Neurofibroma
What is it?
A neurofibroma is usually a benign peripheral nerve sheath tumor. If symptoms are present, they usually include pain and/or radicular sensory changes due to the typical location along the dorsal sensory roots. Weakness is less common. Myelopathy may occur if the lesion is large. The majority of localized neurofibromas are solitary and sporadic and not associated with neurofibromatosis type. However, when multiple neurofibromas are present then the diagnosis of neurofibromatosis type 1 is almost assured. Neurofibromas are treated with surgery, but unlike schwannomas, neurofibromas are not encapsulated and infiltrate between the nerve fascicles, making resection difficult.
Symptoms
Neurofibroma symptoms vary depending on the tumor type, size and location. Some people who have neurofibromas may never have symptoms. But sometimes, neurofibromas can cause serious medical issues such as paralysis or blindness.

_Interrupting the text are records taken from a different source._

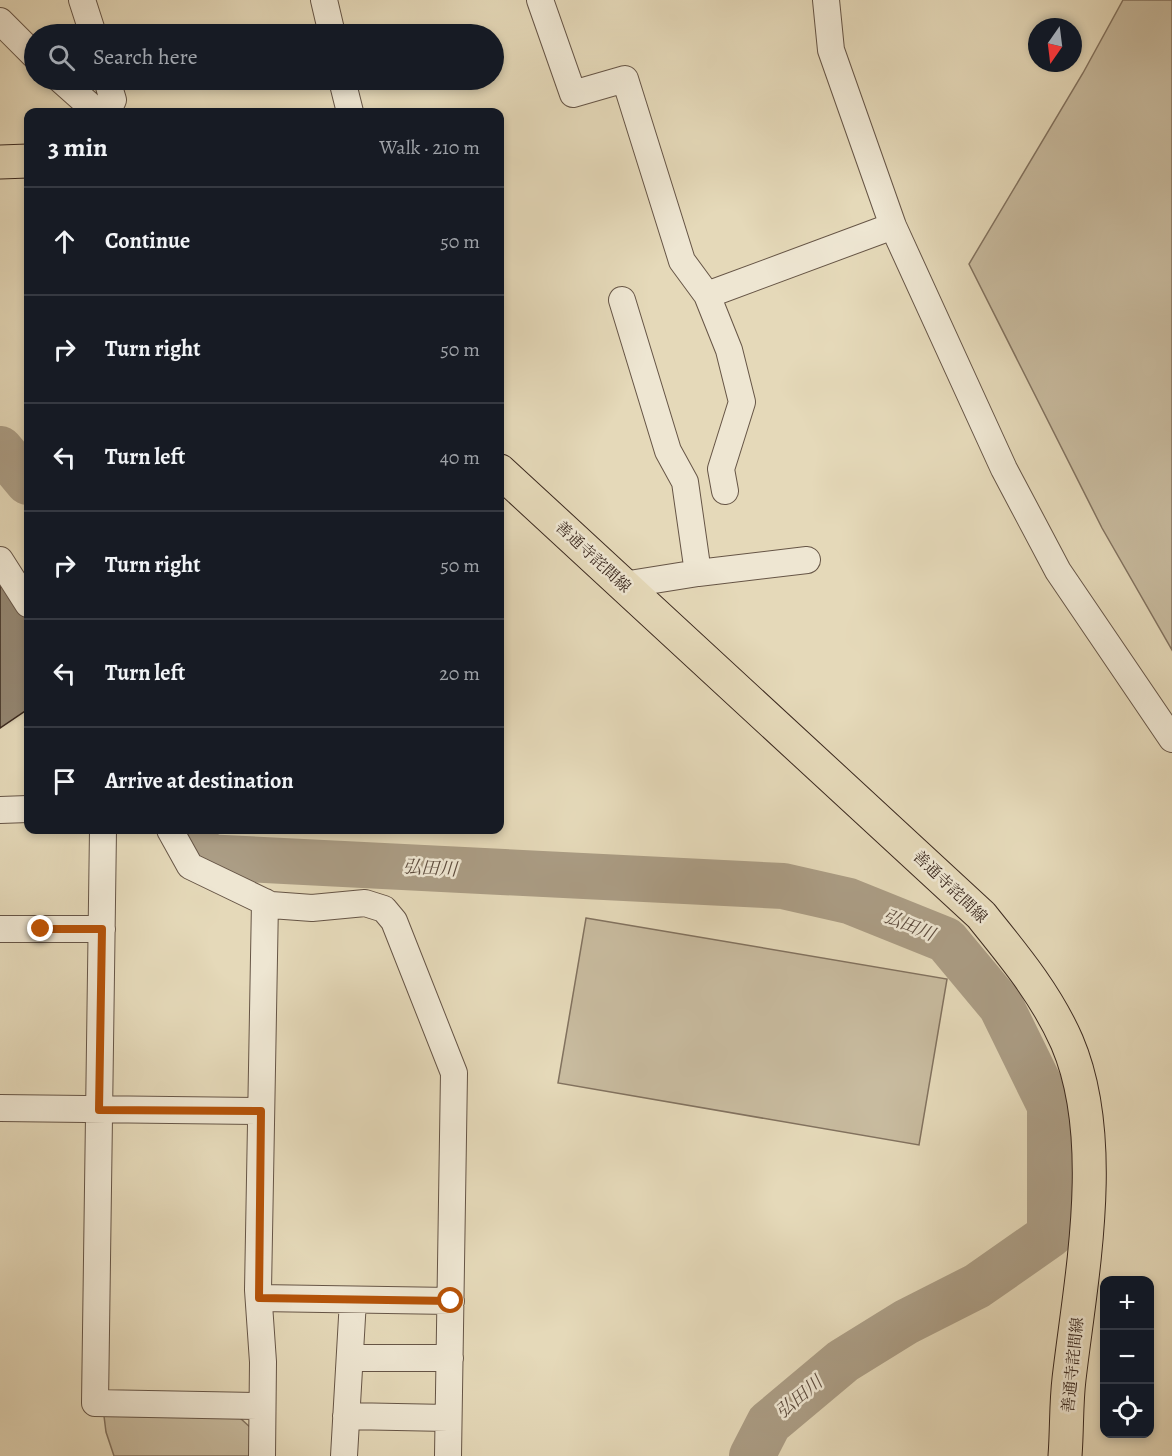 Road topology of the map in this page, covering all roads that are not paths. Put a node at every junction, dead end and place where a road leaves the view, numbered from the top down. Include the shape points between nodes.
1 (82, 0) edge
2 (324, 0) edge
3 (540, 0) edge
4 (826, 0) edge
5 (0, 21) edge
6 (90, 24) edge
7 (330, 24) edge
8 (24, 45) edge
9 (72, 90) edge
10 (110, 90) edge
11 (344, 90) edge
12 (92, 108) edge
13 (109, 108) edge
14 (349, 108) edge
15 (24, 161) edge
16 (0, 162) edge
17 (893, 226) junction
18 (707, 295) junction
19 (622, 300) dead end
20 (504, 475) edge
21 (725, 491) dead end
22 (0, 560) edge
23 (807, 560) dead end
24 (698, 573) junction
25 (622, 585) junction
26 (24, 598) edge
27 (1172, 739) edge
28 (24, 809) edge
29 (0, 810) edge
30 (103, 834) edge
31 (172, 834) edge
32 (265, 902) junction
33 (0, 929) edge
34 (102, 929) junction
35 (0, 1108) edge
36 (99, 1110) junction
37 (261, 1111) junction
38 (259, 1298) junction
39 (353, 1300) junction
40 (451, 1301) junction
41 (350, 1358) junction
42 (450, 1359) junction
43 (262, 1406) junction
44 (346, 1416) junction
45 (448, 1418) junction
46 (262, 1456) edge
47 (344, 1456) edge
48 (448, 1456) edge
49 (1065, 1456) edge

1 - 6 street
2 - 7 street
3 - 18 street via 573,94 625,79 682,261
4 - 17 street via 831,50
5 - 8 street
9 - 12 street
10 - 13 street via 113,100
11 - 14 street
15 - 16 main road
17 - 18 street
17 - 27 street via 1004,470 1058,571
18 - 21 street via 729,350 742,402 721,469
19 - 24 street via 668,451 685,482
20 - 25 main road, 善通寺詫間線
22 - 26 street
23 - 24 street
24 - 25 street
25 - 49 main road, 善通寺詫間線 via 981,915 1036,984 1063,1034 1084,1105 1090,1171 1087,1240 1069,1383
28 - 29 street
30 - 34 street
31 - 32 street via 190,866
32 - 37 street
32 - 40 street via 312,908 365,903 384,909 394,921 454,1073
33 - 34 street
34 - 36 street
35 - 36 street
36 - 37 street
36 - 43 street via 95,1403
37 - 38 street
38 - 39 street
38 - 43 street
39 - 40 street
39 - 41 street
40 - 42 street
41 - 42 street
41 - 44 street
42 - 45 street
43 - 46 street
44 - 45 street
44 - 47 street
45 - 48 street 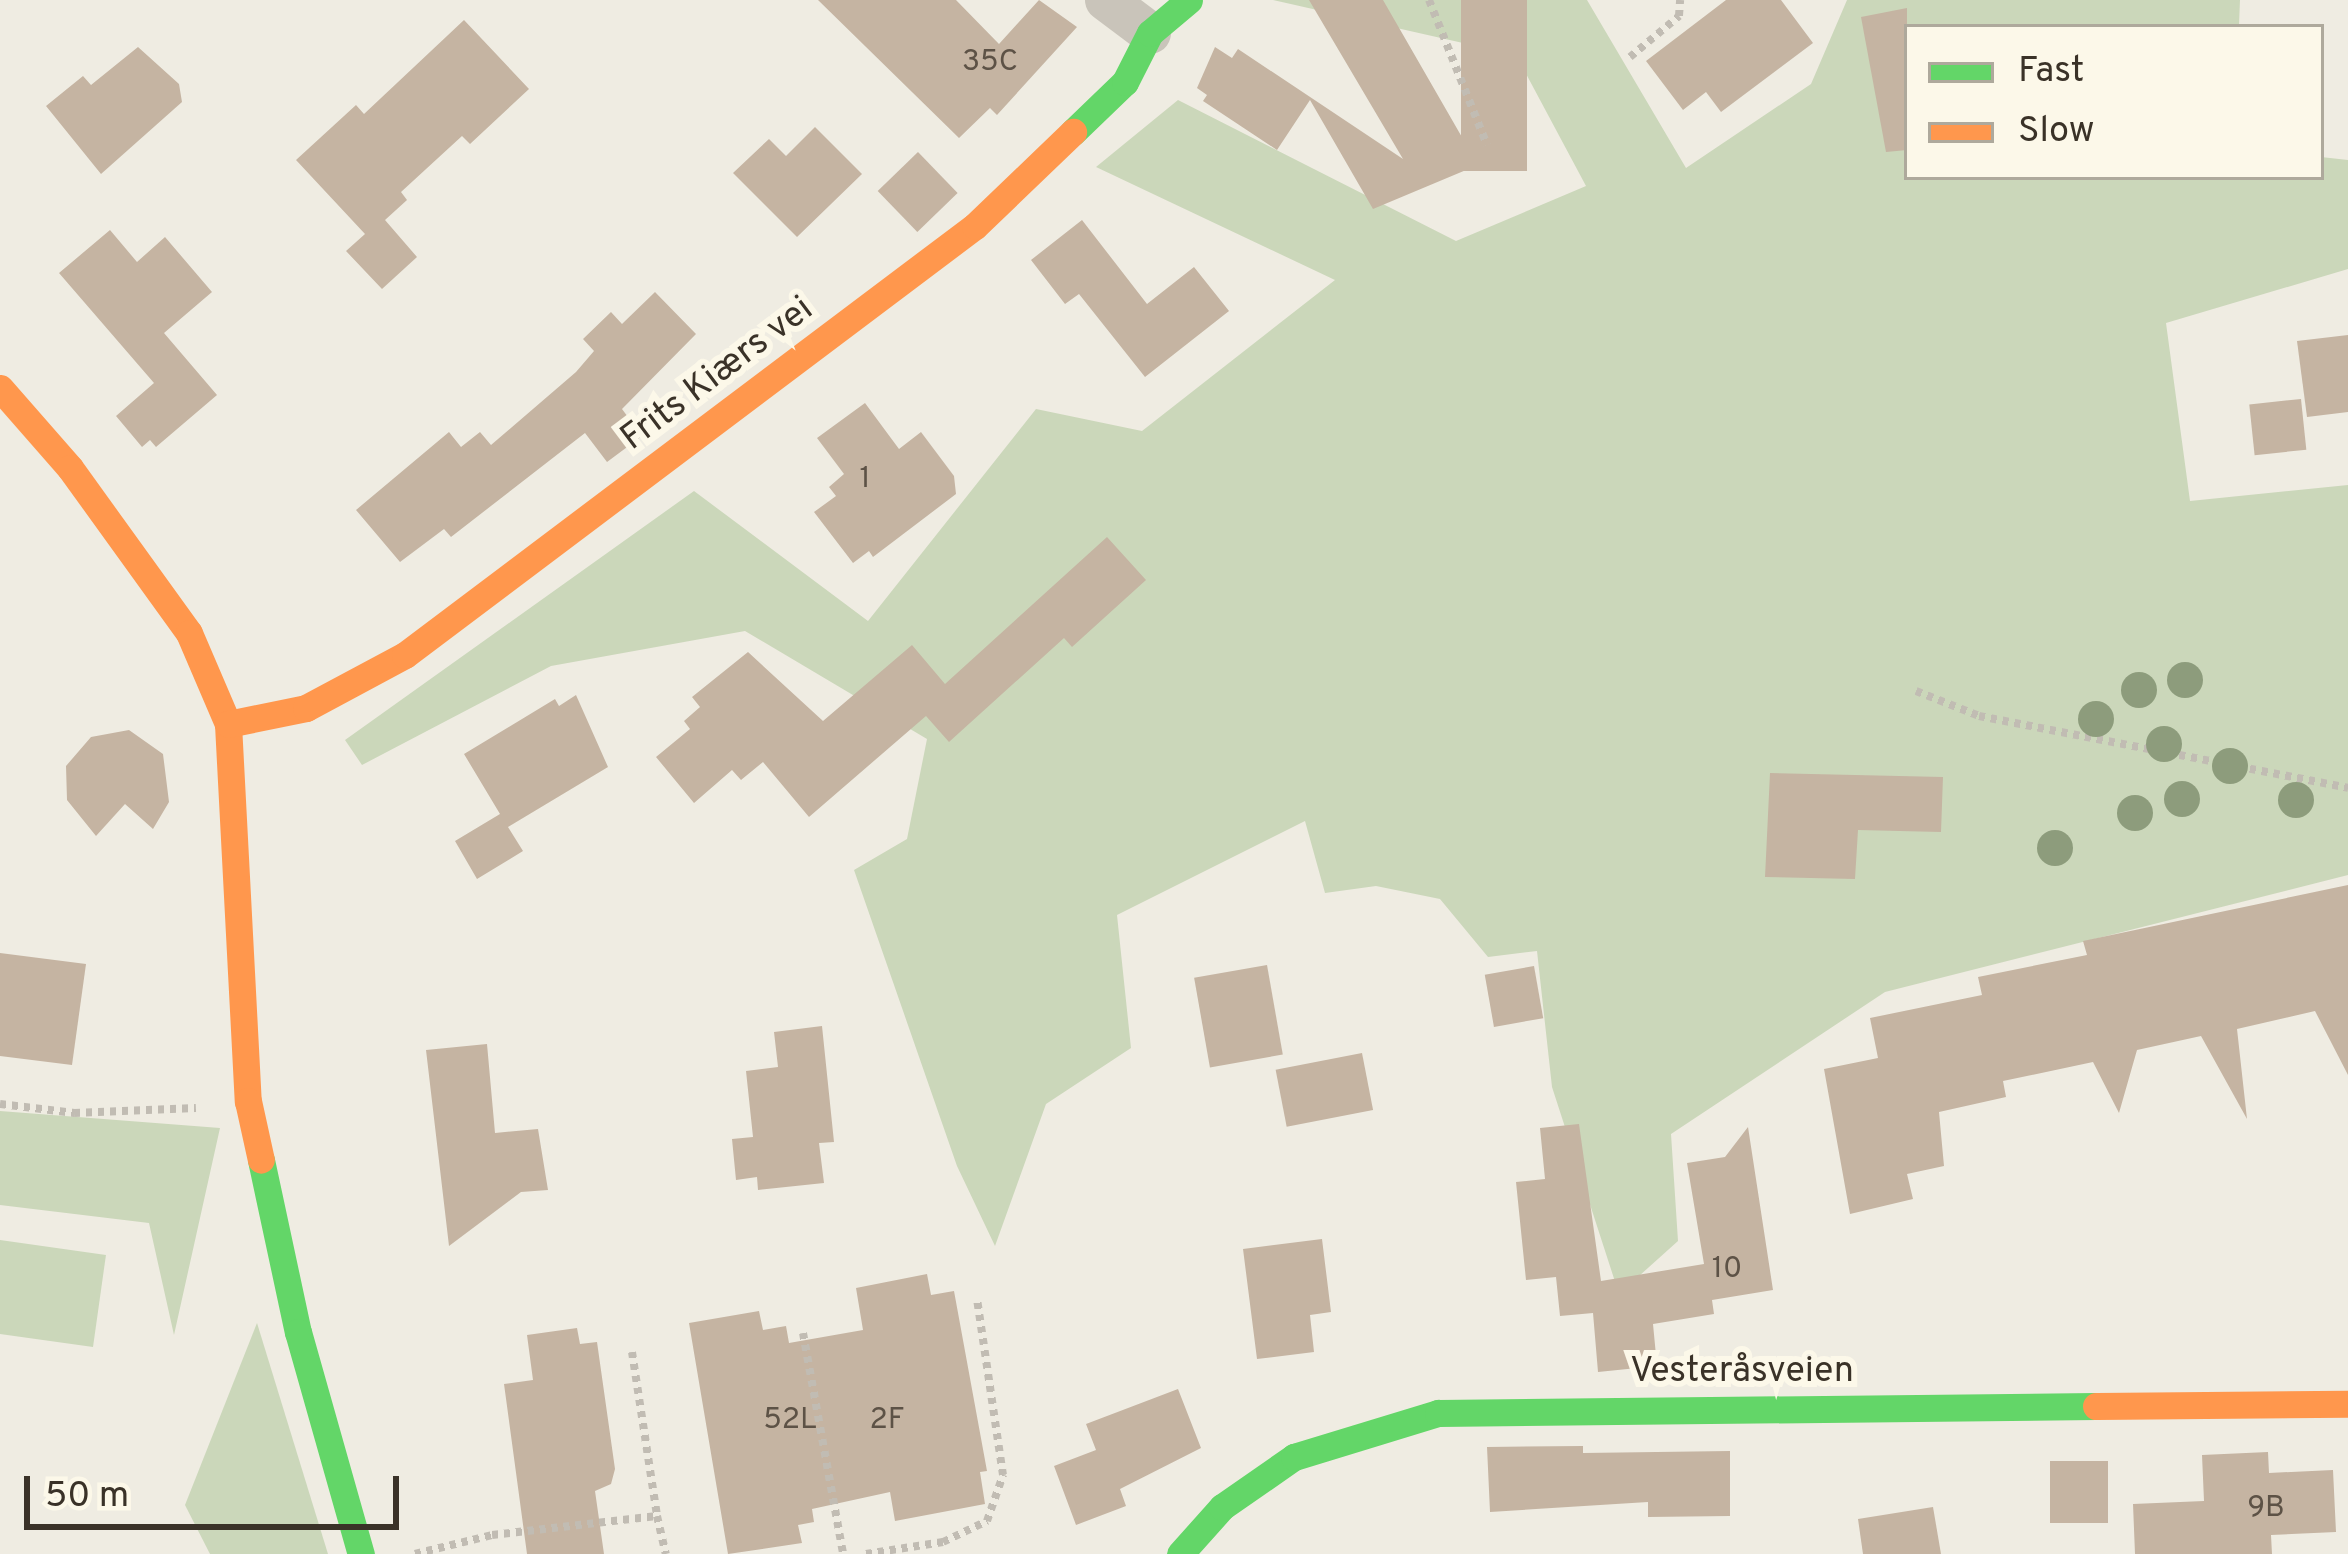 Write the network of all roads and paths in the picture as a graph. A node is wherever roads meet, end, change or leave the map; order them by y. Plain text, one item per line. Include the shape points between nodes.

Some children who have plexiform neurofibromas develop scoliosis caused by tumors pressing into their spines.
Diagnosis
Healthcare providers typically use a physical examination to diagnose neurofibromas. They might also use the imaging tests such as computed tomography (CT) scan, magnetic resonance imaging (MRI), and positron emission tomography (PET) scan.
Treatment
If neurofibroma is benign and isn’t causing problems, doctor may recommend regular check-ups to monitor for changes. Plastic surgery is recommended for removing benign tumors that are on the surface of the skin or just beneath the skin. If neurofibromas pressing on bones or organs doctor may recommend surgery to remove as many tumors or as much of a tumor as possible without damaging the organs and tissues.